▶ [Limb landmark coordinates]
━━━━
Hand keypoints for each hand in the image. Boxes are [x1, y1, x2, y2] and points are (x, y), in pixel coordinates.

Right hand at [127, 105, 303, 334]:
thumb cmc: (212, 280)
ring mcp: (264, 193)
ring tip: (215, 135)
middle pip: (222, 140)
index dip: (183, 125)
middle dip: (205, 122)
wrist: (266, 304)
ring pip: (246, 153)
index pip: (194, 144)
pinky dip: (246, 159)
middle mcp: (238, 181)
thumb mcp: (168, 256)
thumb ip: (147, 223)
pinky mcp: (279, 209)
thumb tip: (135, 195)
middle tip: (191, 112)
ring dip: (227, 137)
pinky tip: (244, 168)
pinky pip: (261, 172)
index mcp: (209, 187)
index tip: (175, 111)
━━━━
▶ [EXERCISE]
Repeat, without change, each line of the data above from the one that contains "pinky mcp: (279, 209)" through the final line, counting both.

▶ [TASK ANSWER]
pinky mcp: (279, 209)
thumb tip: (135, 195)
middle tip: (191, 112)
ring dip: (227, 137)
pinky tip: (244, 168)
pinky pip: (261, 172)
index mcp: (209, 187)
index tip: (175, 111)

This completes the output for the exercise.